**Exercise brief:** Everything from the first line of the data through the line with "2px #404c5e) drop-shadow(0" is to be echoed exactly, minus the pictures.

**Data supplied:**
+---+

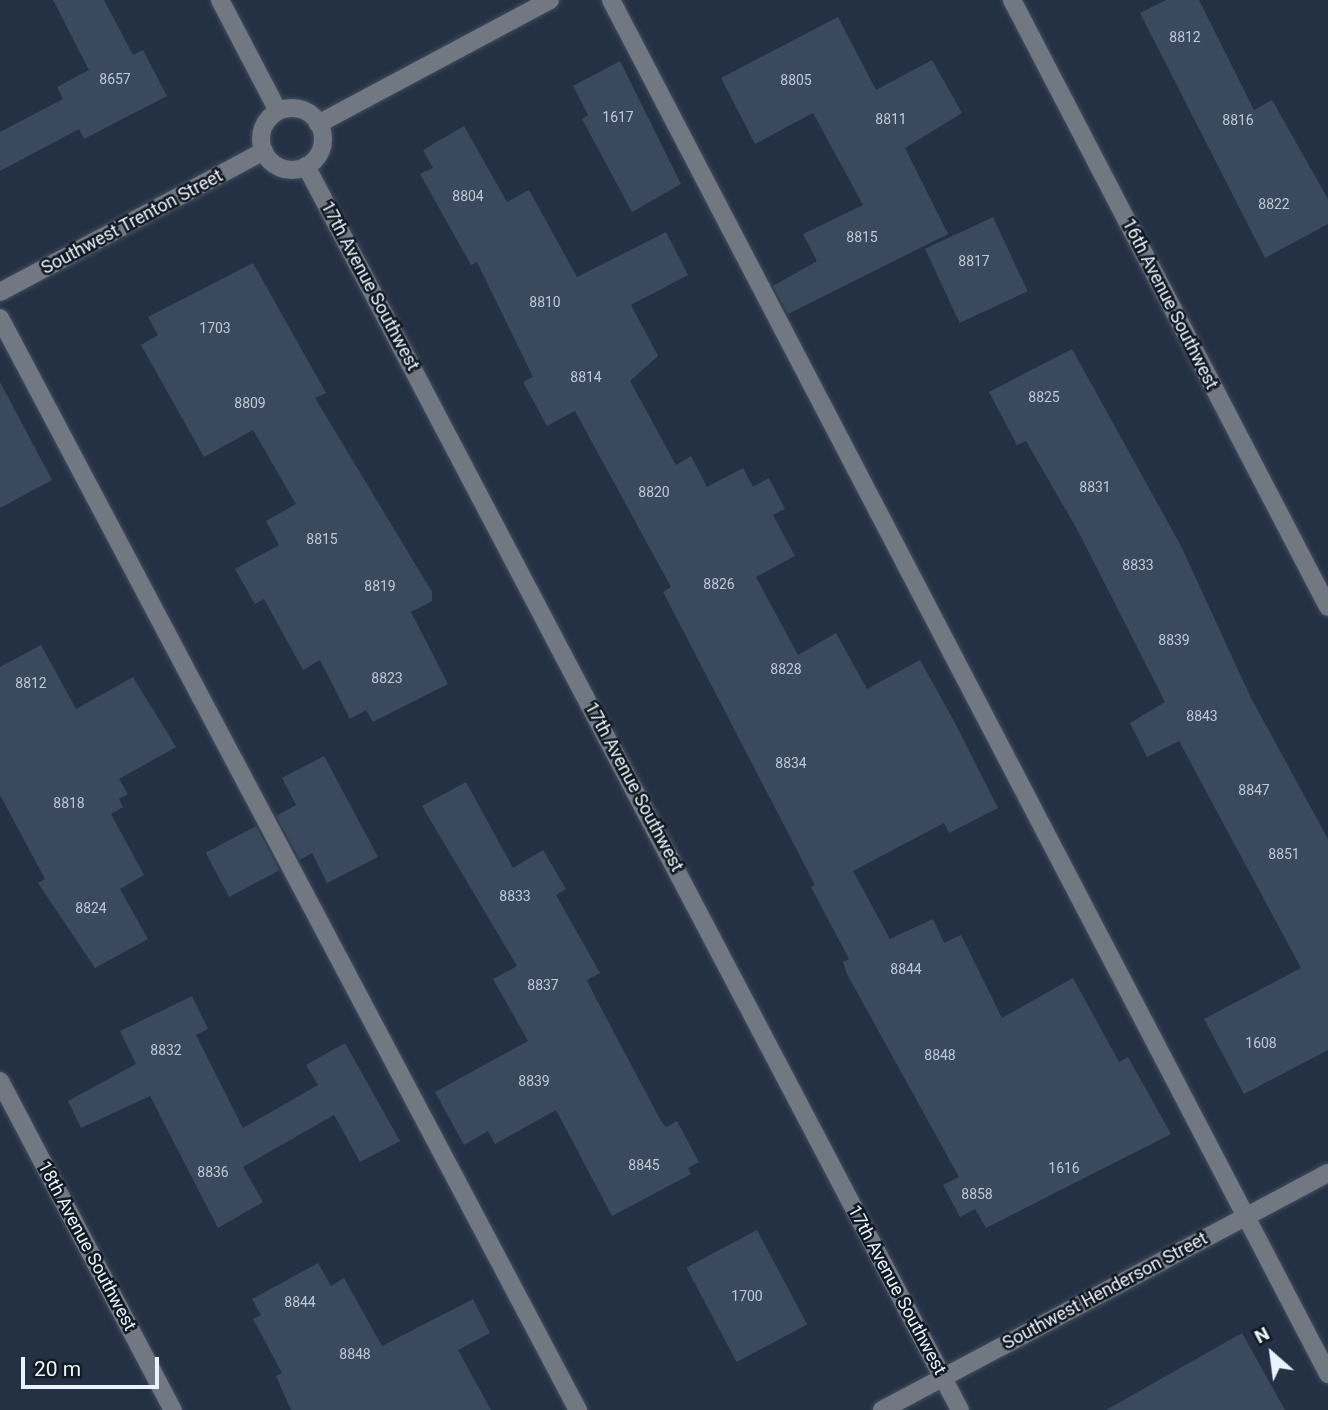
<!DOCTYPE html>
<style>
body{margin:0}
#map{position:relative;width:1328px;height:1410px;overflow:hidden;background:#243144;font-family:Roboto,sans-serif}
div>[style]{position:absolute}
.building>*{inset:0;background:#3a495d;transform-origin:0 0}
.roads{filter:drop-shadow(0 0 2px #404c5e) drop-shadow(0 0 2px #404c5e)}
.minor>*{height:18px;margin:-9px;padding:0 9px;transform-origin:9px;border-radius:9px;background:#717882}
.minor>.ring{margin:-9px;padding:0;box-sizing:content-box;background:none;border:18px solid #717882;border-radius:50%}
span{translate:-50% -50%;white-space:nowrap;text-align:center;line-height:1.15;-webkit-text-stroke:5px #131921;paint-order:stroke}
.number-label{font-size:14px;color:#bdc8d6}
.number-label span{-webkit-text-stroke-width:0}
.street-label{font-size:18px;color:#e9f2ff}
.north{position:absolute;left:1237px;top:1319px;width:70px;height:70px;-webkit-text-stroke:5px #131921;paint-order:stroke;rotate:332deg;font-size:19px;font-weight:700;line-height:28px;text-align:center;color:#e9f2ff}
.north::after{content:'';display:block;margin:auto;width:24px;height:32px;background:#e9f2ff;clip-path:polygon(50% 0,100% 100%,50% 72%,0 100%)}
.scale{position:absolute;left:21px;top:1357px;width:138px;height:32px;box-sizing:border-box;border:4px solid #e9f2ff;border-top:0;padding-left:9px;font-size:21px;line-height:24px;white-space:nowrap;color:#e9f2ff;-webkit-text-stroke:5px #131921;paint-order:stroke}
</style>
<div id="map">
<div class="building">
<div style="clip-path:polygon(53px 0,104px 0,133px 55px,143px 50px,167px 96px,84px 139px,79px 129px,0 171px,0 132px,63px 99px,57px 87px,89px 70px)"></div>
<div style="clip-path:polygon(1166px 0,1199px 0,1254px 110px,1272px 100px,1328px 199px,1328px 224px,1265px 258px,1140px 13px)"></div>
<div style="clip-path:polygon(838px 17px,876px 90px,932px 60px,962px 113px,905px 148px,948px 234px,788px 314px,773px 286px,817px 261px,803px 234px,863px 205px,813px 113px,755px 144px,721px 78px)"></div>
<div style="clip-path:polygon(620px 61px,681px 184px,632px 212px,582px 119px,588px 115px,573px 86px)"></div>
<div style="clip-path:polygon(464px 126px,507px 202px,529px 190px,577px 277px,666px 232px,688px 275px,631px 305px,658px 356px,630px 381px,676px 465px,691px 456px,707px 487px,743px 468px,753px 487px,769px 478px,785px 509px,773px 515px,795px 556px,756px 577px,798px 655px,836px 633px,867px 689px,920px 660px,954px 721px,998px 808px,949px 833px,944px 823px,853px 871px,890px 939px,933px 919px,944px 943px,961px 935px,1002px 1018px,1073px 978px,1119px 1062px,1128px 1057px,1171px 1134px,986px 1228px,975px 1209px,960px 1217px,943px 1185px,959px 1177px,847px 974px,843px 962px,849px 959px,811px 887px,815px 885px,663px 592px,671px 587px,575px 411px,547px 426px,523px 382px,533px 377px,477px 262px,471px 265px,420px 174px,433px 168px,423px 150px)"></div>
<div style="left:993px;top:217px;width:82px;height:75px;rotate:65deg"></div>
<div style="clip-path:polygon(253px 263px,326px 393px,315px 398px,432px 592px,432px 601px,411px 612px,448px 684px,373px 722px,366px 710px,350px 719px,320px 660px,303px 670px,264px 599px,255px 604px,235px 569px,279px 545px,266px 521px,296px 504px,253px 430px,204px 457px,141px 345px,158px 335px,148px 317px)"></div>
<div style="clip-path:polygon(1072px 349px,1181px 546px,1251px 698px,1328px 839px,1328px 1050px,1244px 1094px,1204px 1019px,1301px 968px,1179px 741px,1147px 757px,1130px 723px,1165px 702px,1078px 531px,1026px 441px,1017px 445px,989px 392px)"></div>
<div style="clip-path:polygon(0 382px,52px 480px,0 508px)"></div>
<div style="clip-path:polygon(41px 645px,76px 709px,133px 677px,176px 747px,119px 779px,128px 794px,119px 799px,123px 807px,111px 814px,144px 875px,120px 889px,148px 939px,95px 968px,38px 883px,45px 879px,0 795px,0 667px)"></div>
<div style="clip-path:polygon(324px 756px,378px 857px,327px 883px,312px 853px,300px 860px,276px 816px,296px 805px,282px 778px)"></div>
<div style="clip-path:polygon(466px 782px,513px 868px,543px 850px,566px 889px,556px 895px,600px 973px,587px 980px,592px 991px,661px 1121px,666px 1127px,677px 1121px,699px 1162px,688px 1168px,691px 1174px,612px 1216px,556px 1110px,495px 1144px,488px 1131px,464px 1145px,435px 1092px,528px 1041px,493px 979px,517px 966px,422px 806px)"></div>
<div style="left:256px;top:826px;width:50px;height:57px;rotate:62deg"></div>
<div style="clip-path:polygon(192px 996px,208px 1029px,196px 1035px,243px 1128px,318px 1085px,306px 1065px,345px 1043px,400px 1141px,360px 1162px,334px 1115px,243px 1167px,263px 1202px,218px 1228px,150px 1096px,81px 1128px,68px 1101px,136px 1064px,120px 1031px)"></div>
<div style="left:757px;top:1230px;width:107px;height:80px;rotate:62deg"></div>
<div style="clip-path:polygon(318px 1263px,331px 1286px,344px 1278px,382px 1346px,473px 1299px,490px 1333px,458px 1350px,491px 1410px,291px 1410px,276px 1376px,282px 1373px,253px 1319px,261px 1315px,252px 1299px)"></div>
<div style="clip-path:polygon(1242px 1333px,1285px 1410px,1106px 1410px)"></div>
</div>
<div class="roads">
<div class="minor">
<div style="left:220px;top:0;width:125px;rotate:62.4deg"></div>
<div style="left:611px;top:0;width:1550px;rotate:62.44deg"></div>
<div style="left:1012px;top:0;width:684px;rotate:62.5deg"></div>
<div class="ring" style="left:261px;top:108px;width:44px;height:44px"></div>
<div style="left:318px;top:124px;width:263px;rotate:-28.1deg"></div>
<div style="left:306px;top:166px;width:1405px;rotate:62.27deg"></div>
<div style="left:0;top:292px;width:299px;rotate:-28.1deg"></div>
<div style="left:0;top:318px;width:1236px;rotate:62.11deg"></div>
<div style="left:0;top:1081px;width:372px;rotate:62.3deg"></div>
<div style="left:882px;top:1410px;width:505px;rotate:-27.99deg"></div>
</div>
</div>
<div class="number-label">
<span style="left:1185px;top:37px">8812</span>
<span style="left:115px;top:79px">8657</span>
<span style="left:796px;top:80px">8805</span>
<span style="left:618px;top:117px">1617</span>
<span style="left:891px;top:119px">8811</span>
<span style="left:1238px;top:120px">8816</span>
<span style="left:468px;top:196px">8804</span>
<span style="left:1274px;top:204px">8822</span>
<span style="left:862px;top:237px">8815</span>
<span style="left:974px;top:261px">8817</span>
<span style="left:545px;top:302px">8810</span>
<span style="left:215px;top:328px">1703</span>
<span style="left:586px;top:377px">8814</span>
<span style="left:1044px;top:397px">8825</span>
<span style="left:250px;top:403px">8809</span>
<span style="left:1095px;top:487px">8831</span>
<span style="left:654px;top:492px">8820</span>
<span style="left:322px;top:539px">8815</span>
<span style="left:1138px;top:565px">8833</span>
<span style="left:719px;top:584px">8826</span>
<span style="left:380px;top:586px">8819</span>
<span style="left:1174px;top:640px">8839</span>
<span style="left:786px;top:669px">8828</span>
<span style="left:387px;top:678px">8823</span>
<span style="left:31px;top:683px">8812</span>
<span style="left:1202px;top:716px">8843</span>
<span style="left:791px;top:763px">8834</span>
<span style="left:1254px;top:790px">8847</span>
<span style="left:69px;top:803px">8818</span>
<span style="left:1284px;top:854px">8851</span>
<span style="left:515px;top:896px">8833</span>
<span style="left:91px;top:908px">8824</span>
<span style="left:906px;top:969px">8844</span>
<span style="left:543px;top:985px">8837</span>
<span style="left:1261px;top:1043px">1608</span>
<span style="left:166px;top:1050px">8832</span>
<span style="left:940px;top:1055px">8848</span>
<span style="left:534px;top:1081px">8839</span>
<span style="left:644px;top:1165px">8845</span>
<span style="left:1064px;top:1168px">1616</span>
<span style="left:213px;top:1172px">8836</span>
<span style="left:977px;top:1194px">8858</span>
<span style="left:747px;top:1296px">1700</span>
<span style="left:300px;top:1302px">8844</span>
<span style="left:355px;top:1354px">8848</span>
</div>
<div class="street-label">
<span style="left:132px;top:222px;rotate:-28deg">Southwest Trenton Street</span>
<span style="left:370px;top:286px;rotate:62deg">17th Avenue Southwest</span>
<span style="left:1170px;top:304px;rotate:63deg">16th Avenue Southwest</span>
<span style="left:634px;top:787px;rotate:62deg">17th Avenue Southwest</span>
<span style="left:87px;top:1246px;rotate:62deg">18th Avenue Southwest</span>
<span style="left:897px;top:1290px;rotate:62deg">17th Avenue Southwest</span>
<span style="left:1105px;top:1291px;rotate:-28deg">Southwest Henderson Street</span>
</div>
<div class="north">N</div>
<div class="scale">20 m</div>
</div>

+---+

**Exercise solution:**
<!DOCTYPE html>
<style>
body{margin:0}
#map{position:relative;width:1328px;height:1410px;overflow:hidden;background:#243144;font-family:Roboto,sans-serif}
div>[style]{position:absolute}
.building>*{inset:0;background:#3a495d;transform-origin:0 0}
.roads{filter:drop-shadow(0 0 2px #404c5e) drop-shadow(0 0 2px #404c5e)}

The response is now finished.